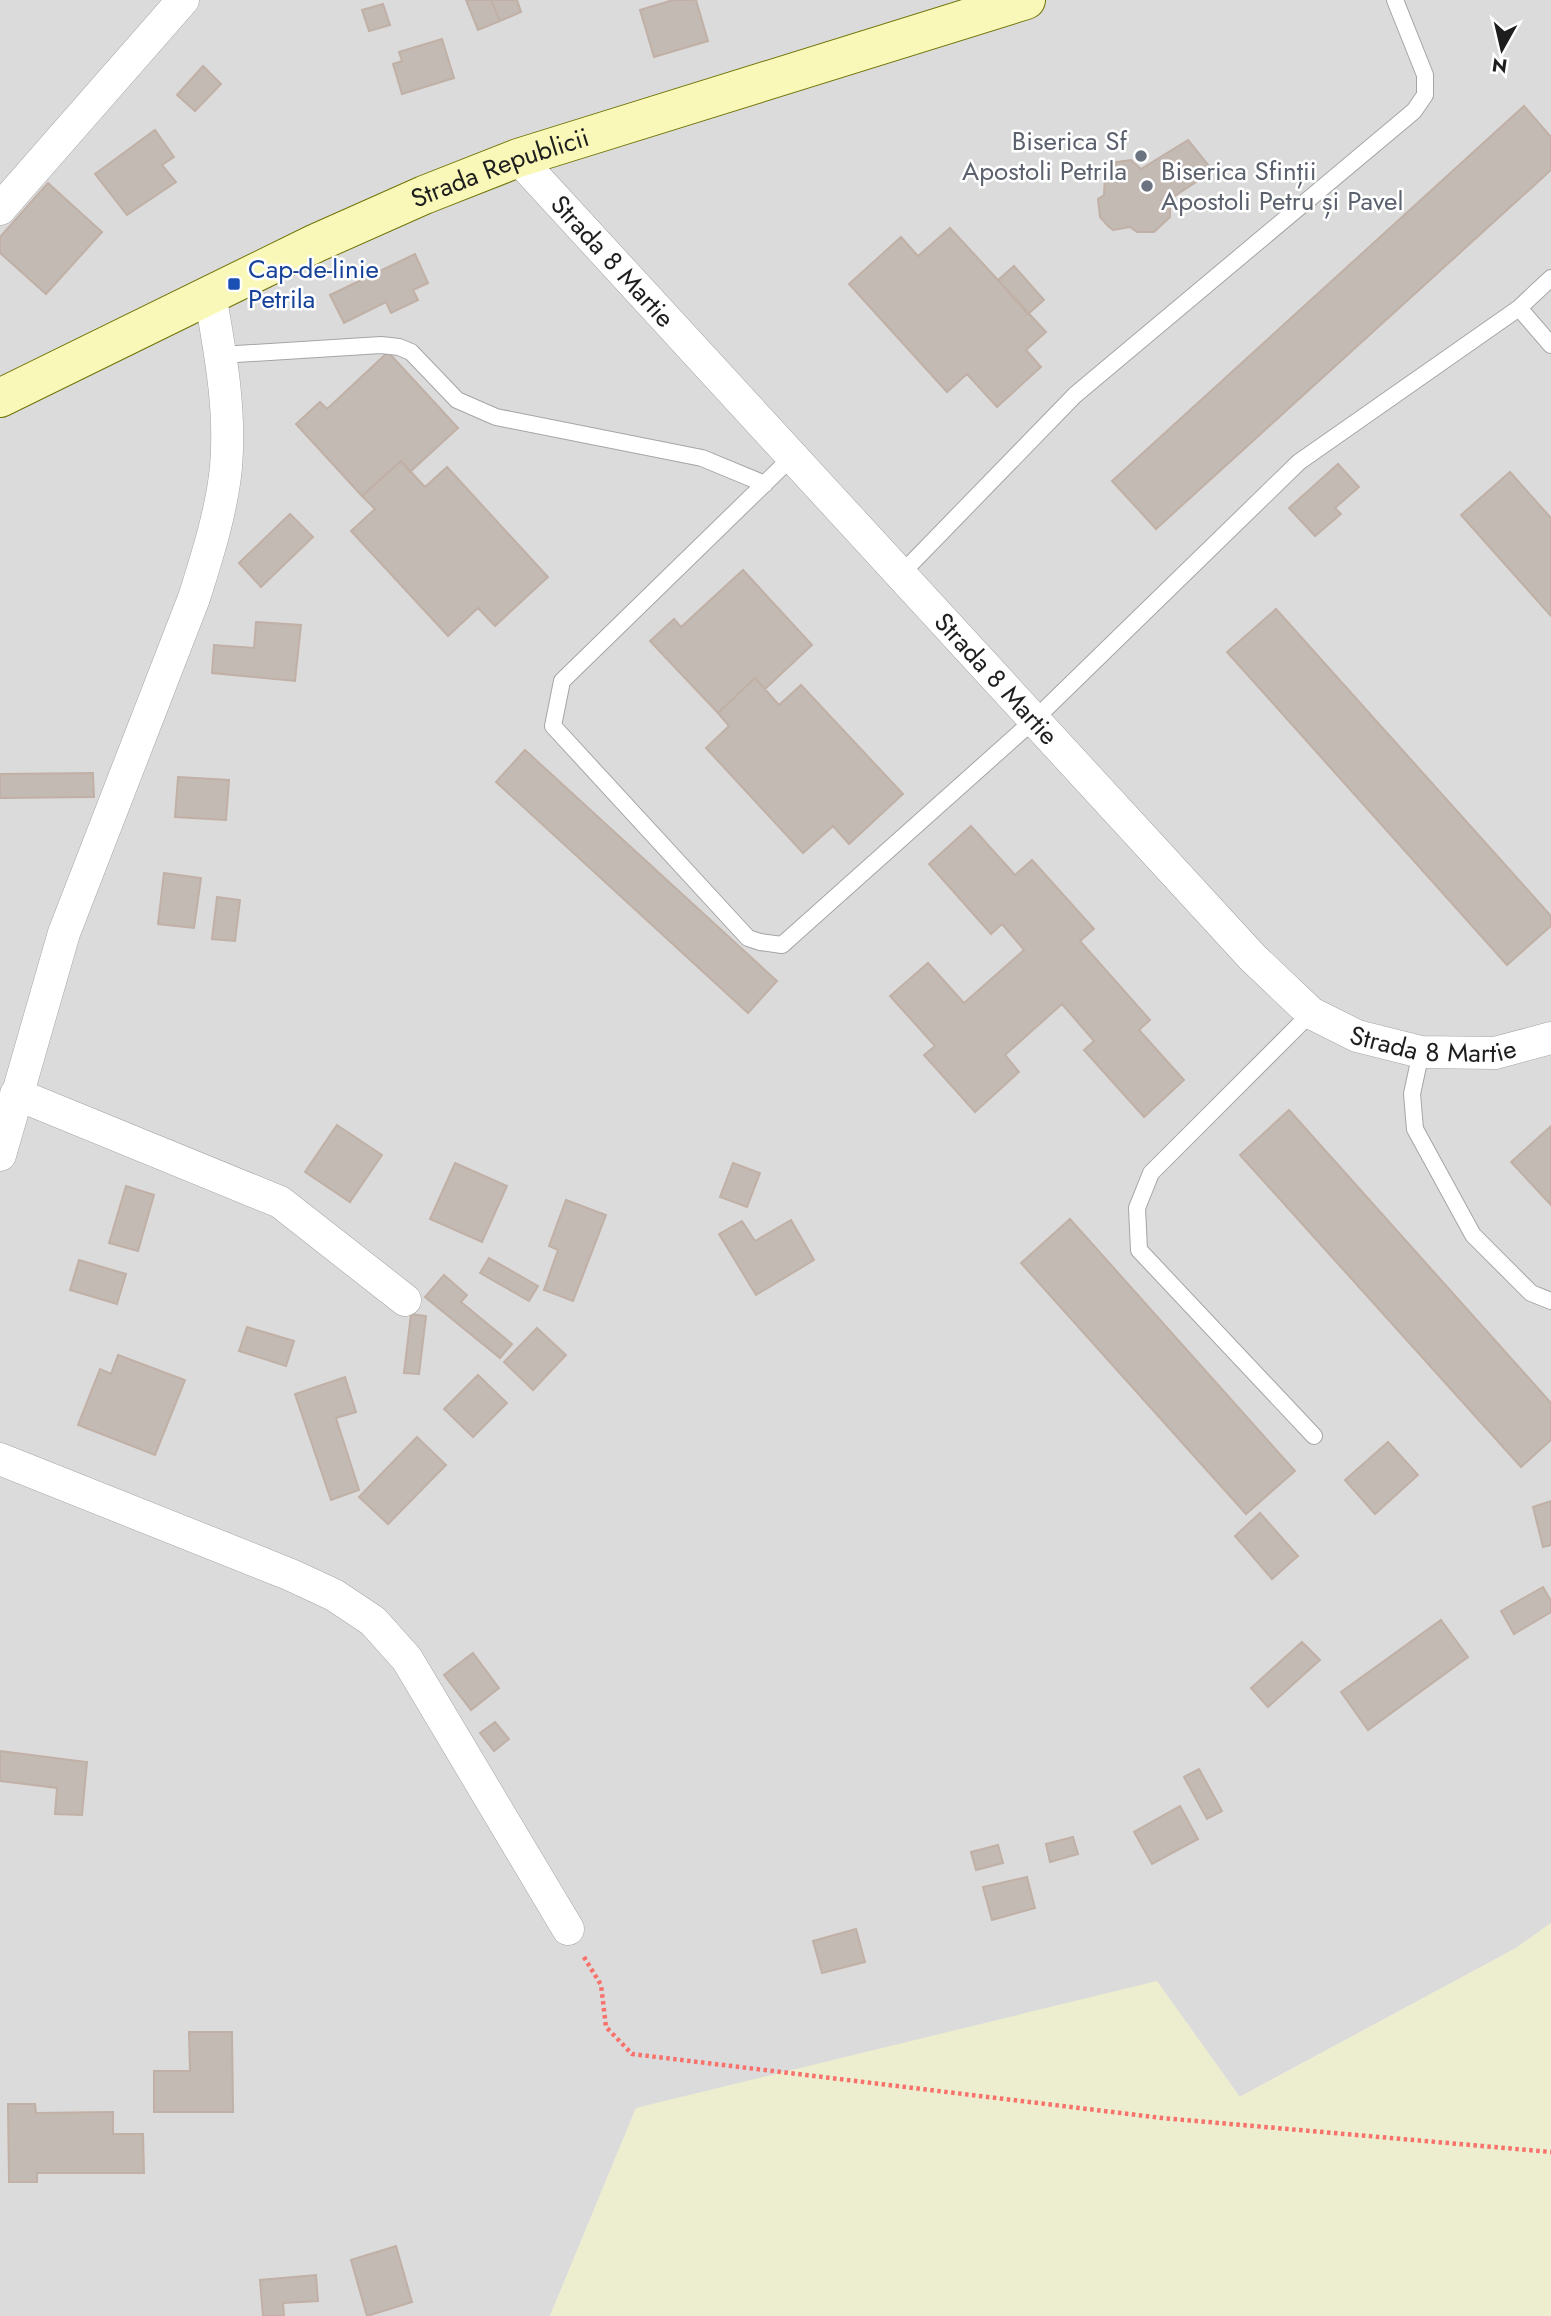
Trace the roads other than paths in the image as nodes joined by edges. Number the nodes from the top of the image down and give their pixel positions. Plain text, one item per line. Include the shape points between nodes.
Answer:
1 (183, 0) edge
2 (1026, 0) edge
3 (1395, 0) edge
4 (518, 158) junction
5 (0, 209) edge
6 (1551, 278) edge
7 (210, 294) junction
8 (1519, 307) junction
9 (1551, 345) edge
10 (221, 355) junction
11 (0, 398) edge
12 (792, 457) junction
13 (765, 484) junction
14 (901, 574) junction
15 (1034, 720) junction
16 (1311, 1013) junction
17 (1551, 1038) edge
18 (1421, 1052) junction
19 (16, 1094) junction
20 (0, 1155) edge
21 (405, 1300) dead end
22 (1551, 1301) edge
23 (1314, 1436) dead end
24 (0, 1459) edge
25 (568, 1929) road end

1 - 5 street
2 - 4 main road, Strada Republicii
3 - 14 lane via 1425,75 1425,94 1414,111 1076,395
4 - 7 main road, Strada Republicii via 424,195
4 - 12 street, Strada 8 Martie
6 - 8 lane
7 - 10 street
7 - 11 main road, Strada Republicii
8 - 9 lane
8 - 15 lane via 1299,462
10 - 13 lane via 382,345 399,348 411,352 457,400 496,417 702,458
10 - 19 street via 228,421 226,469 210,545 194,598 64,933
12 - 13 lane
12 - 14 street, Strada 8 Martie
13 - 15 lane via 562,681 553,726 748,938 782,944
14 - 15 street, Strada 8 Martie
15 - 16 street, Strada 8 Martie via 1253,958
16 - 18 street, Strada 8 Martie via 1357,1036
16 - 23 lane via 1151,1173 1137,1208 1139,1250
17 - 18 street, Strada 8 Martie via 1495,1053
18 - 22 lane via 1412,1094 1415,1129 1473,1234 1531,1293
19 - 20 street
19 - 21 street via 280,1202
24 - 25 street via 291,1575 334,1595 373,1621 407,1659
::::
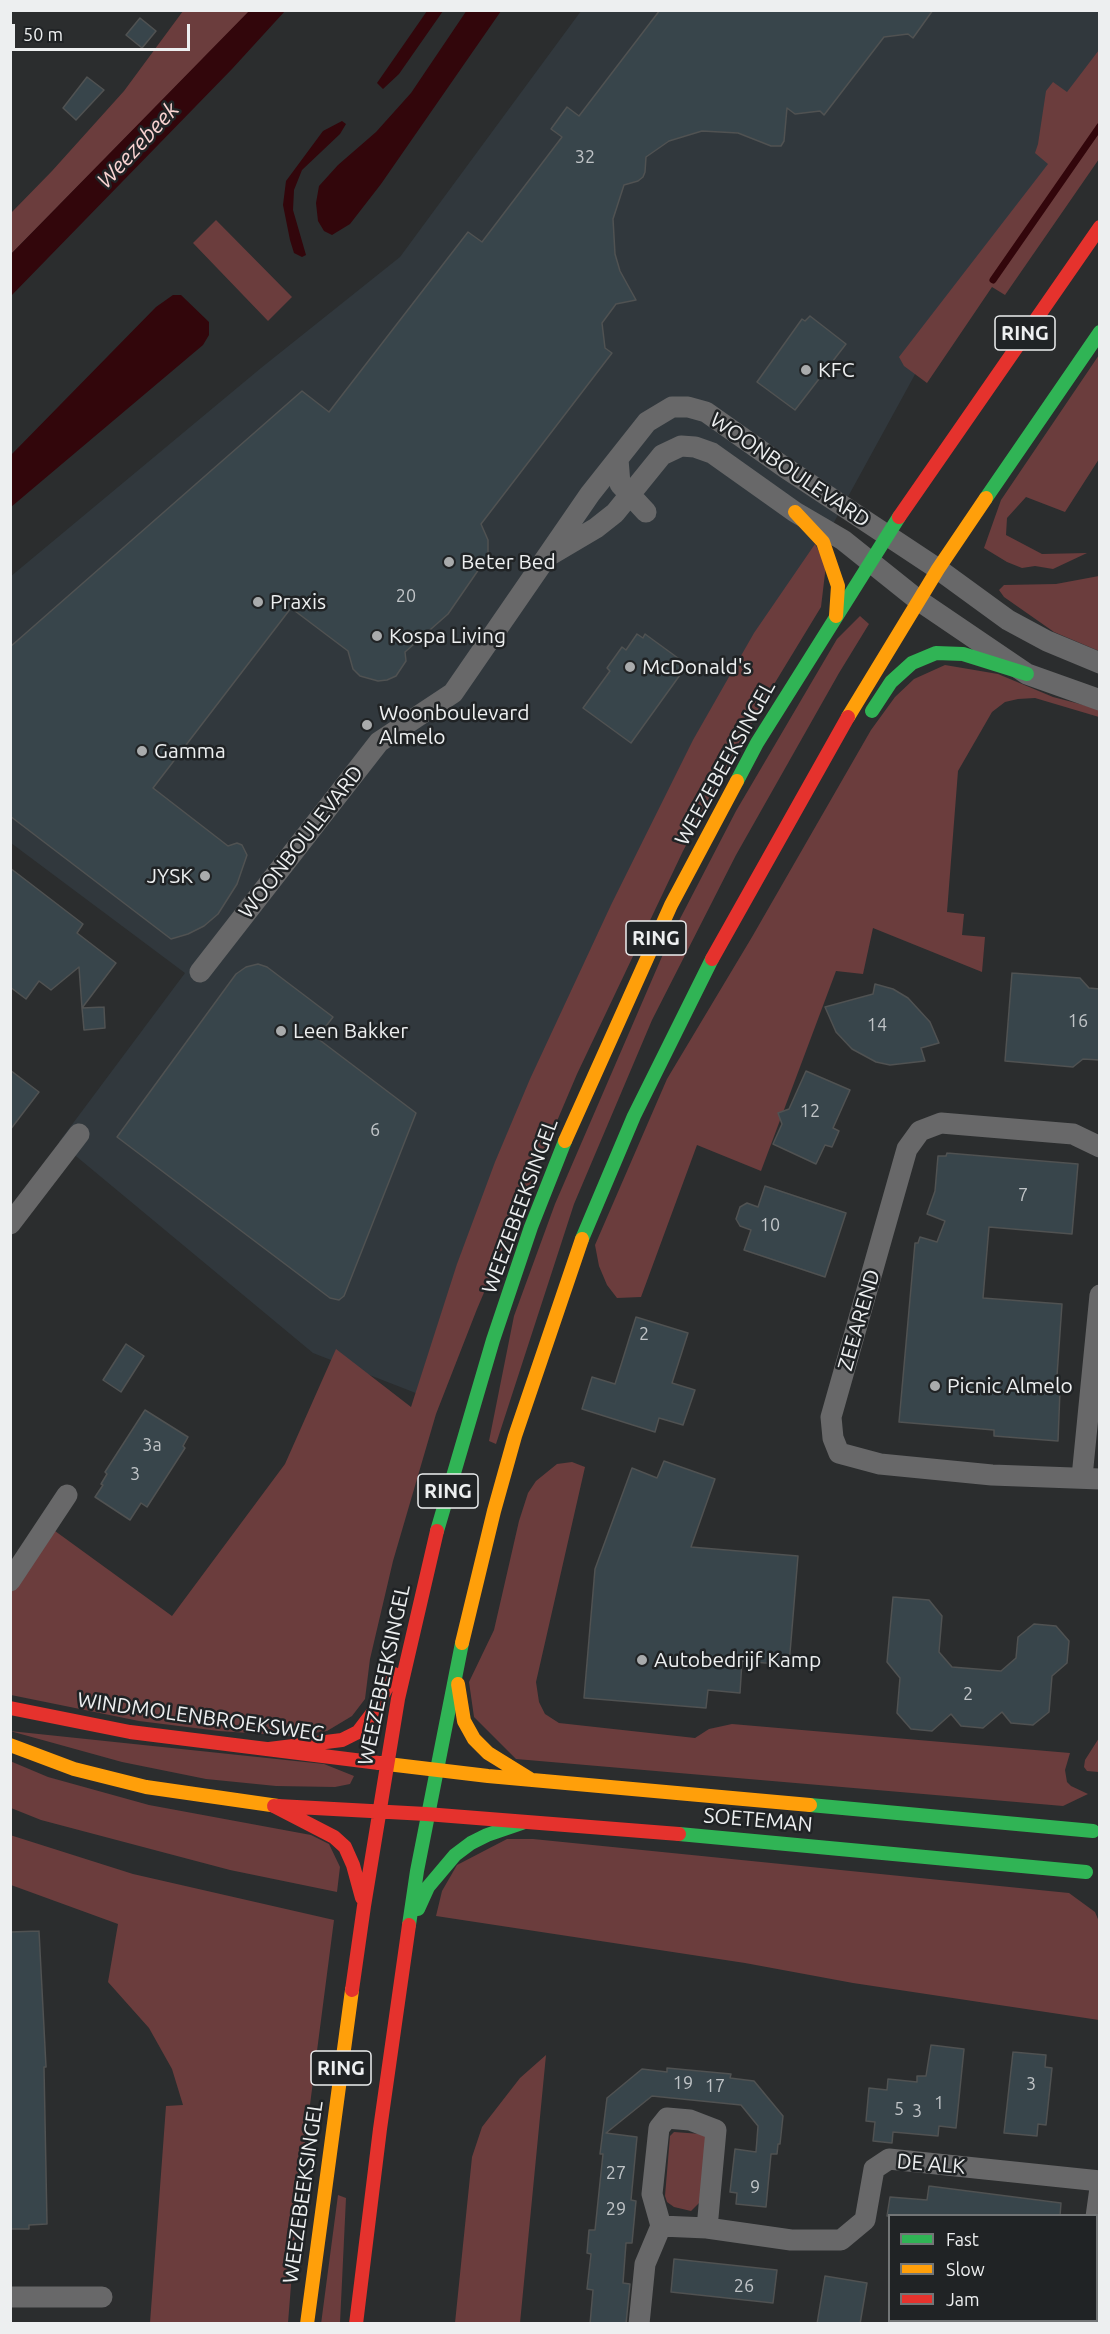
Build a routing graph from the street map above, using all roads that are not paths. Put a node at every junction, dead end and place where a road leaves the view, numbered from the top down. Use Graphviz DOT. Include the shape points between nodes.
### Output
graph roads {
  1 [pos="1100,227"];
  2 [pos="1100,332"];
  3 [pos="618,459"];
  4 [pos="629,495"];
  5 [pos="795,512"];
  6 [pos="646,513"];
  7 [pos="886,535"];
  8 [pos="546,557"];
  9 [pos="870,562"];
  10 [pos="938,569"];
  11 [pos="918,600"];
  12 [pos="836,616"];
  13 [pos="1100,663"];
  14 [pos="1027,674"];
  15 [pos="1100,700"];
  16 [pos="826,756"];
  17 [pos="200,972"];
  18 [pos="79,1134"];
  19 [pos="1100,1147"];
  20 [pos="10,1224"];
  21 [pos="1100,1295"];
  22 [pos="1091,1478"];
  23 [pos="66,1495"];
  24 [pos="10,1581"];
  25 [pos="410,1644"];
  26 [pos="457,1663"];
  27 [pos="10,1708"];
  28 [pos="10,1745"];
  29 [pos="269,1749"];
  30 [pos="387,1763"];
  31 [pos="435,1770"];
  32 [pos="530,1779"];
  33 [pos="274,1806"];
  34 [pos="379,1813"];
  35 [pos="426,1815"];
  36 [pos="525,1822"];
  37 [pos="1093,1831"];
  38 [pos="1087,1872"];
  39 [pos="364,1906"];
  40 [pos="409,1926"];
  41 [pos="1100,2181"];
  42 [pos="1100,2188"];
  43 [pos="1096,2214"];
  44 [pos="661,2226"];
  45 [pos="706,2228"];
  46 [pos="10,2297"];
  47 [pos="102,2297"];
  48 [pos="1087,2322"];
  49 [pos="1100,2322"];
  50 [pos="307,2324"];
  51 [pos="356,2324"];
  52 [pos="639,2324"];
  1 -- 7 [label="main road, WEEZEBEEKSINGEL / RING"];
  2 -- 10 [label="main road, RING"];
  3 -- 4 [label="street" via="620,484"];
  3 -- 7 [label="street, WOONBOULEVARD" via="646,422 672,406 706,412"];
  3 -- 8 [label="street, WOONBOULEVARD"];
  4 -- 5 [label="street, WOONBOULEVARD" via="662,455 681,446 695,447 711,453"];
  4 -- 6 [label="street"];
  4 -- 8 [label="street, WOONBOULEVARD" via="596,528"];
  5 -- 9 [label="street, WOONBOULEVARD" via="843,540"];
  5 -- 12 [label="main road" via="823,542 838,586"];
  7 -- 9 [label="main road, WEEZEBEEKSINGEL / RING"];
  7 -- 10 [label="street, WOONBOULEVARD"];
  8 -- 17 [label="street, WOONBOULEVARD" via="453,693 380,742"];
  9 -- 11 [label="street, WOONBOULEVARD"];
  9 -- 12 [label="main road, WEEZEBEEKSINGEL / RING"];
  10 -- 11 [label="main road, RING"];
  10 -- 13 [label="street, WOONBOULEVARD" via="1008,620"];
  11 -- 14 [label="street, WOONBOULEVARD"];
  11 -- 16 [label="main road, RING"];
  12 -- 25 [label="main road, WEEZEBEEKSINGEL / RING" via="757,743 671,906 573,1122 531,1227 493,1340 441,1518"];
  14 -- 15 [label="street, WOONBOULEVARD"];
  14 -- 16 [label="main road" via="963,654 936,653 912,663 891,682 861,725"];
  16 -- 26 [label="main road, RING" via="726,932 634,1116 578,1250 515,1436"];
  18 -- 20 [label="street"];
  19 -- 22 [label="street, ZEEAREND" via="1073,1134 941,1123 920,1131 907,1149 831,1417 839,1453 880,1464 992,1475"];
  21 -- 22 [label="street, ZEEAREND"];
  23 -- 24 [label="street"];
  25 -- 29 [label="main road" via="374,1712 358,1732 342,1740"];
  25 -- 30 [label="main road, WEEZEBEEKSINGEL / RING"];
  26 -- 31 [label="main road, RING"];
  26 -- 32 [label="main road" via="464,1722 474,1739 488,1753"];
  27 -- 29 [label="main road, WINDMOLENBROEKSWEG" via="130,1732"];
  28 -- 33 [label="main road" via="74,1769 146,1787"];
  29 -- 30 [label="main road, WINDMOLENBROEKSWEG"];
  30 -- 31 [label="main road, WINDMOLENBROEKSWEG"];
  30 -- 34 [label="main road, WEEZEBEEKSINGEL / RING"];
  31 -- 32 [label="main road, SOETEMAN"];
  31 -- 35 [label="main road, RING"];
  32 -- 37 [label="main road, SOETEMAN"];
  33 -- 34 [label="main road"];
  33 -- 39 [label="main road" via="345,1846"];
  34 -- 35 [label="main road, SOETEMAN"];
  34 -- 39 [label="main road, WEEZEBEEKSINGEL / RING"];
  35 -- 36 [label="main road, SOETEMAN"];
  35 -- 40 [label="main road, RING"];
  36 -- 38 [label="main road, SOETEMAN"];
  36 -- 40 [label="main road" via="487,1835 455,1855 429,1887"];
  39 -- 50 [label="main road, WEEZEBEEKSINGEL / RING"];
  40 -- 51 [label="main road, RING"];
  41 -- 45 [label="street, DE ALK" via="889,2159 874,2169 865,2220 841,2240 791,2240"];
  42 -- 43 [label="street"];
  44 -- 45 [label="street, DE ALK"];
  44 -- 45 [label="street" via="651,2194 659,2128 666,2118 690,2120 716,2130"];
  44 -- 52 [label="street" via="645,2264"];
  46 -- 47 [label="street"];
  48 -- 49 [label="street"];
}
::::
=== Exercise requirements ===
In which lines of the material above does the string "shape" occur? Copy them all.

=== Solution ===
Trace the roads other than paths in the image as nodes joined by edges. Number the nodes from the top of the image down and give their pixel positions. Plain text, one item per line. Include the shape points between nodes.
Build a routing graph from the street map above, using all roads that are not paths. Put a node at every junction, dead end and place where a road leaves the view, numbered from the top down. Use Graphviz DOT. Include the shape points between nodes.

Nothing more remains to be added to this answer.